0

How would I modify this IPv6 regex I wrote to either detect the address (ie the way the regex is written right now), but also accept "blank" ie the user did not specify an IPv6 address?

^[0-9a-fA-F]{1,4}:[0-9a-fA-F]{1,4}:[0-9a-fA-F]{1,4}:[0-9a-fA-F]{1,4}:[0-9a-fA-F]{1,4}:[0-9a-fA-F]{1,4}:[0-9a-fA-F]{1,4}:[0-9a-fA-F]{1,4}$

Right now, the regex is looking for a minimum of 0:0:0:0:0:0:0:0 or similar. Infact in addition to a blank address, I probably need to also be able to handle compression such as the following address:

FE80::1
or ::1
etc

Thanks!

* UPDATE *

So let me make sure I have this straight...

(^$|^IPV4)\|(^$|IPV6)\|REST OF STUFF$

That doesn't seem right. I feel like I have misplaced the ^ and $ and the very beginning and end of my entire regex.

Maybe this instead:

 ^(^$|IPV4)\|(^$|IPV6)\|REST$

* UPDATE *

Still no luck. Here is part of my code with the middles chopped out for sanity:

^(|[0-9]{1,3}.<<<OMIT MIDDLE IPV4>>>.[0-9]{1,3})\|(|(\A([0-9a-f]{1,4}:){1,1}<<<OMIT MIDDLE IPV6>>>[0-1]?\d?\d)){3}\Z))\|[a-zA-Z0-<<<MORE STUFF MIDDLE OMITTED>>>{0,50}$

I hope that isn't confusing.
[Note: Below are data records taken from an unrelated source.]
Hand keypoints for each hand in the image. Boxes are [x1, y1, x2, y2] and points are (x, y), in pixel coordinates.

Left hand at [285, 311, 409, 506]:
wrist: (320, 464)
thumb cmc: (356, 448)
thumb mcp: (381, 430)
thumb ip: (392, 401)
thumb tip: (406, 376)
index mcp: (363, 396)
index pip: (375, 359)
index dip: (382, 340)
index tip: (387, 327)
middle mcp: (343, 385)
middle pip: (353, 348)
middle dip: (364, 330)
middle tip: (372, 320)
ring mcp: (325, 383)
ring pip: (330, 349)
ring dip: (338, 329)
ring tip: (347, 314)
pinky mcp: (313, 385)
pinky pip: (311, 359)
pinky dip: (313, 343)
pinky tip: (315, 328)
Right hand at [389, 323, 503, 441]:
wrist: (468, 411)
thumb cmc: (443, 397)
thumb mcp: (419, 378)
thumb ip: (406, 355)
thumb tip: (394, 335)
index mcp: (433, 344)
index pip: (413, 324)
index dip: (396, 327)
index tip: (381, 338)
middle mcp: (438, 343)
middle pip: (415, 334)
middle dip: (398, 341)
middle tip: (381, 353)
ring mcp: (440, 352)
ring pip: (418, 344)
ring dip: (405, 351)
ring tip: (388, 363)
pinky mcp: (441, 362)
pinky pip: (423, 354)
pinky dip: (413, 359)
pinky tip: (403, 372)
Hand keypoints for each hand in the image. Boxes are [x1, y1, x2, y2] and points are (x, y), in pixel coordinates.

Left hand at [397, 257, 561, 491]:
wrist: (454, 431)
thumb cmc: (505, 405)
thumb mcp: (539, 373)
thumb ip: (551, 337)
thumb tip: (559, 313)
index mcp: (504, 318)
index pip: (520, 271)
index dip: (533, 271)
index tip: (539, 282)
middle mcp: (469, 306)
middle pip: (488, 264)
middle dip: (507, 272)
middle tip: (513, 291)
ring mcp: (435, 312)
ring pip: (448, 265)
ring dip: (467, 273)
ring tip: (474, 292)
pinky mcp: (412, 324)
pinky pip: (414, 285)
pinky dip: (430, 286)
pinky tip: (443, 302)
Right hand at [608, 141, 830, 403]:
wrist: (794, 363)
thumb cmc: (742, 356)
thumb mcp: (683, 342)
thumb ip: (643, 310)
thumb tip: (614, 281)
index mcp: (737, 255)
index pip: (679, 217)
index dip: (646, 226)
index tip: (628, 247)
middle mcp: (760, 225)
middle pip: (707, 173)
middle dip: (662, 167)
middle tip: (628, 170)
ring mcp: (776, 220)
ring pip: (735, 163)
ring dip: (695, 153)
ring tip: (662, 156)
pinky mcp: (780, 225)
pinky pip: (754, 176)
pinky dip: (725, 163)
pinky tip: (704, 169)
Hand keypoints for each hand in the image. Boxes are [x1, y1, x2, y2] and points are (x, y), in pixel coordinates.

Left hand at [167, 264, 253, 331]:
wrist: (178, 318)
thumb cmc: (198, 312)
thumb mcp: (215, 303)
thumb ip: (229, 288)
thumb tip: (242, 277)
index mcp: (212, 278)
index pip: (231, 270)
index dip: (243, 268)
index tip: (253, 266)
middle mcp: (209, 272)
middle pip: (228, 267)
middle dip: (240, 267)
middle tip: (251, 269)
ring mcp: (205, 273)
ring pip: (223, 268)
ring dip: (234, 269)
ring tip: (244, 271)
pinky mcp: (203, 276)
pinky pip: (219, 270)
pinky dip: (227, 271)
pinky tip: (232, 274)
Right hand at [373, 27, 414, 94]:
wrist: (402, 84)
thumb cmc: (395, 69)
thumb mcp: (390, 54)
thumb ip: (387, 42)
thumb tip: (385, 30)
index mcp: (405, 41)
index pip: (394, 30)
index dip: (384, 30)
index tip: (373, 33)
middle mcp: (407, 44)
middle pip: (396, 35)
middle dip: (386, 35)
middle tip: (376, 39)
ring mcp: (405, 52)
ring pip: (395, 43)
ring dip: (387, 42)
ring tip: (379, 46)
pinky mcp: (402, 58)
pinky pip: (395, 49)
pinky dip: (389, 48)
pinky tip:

Thats the beginning and end of each regex with the middles omitted so you can see the ( ).

Perhaps I need to enclose the entire gigantic IPV6 regex in parenthesis?

* UPDATE *

Tried last statement above... no luck.

Atomiklan
  • 5,164
  • 11
  • 40
  • 62

2 Answers2

0

You can specify alternation with the | character, so a|b means "match either a or b". In this case it would look something like this:

^$|^[0-9a-fA-F]{1,4}:[0-9a-fA-F]{1,4}:[0-9a-fA-F]{1,4}:[0-9a-fA-F]{1,4}:[0-9a-fA-F]{1,4}:[0-9a-fA-F]{1,4}:[0-9a-fA-F]{1,4}:[0-9a-fA-F]{1,4}$

The regex ^$ will match empty strings, so ^$|<current-regex> means "match either an empty string, or whatever <current-regex> matches (in this case IPv6)". You could use ^\s*$ in place of ^$ if you want strings that only consist of whitespace character to also be considered "empty".

This just handles the first part of the question, handling the compression like FE80::1 is more complex and it looks like there are already some other good answers for that in comments (note that I don't think this question is a dupe, because the "also matching an empty string" part isn't present in those questions).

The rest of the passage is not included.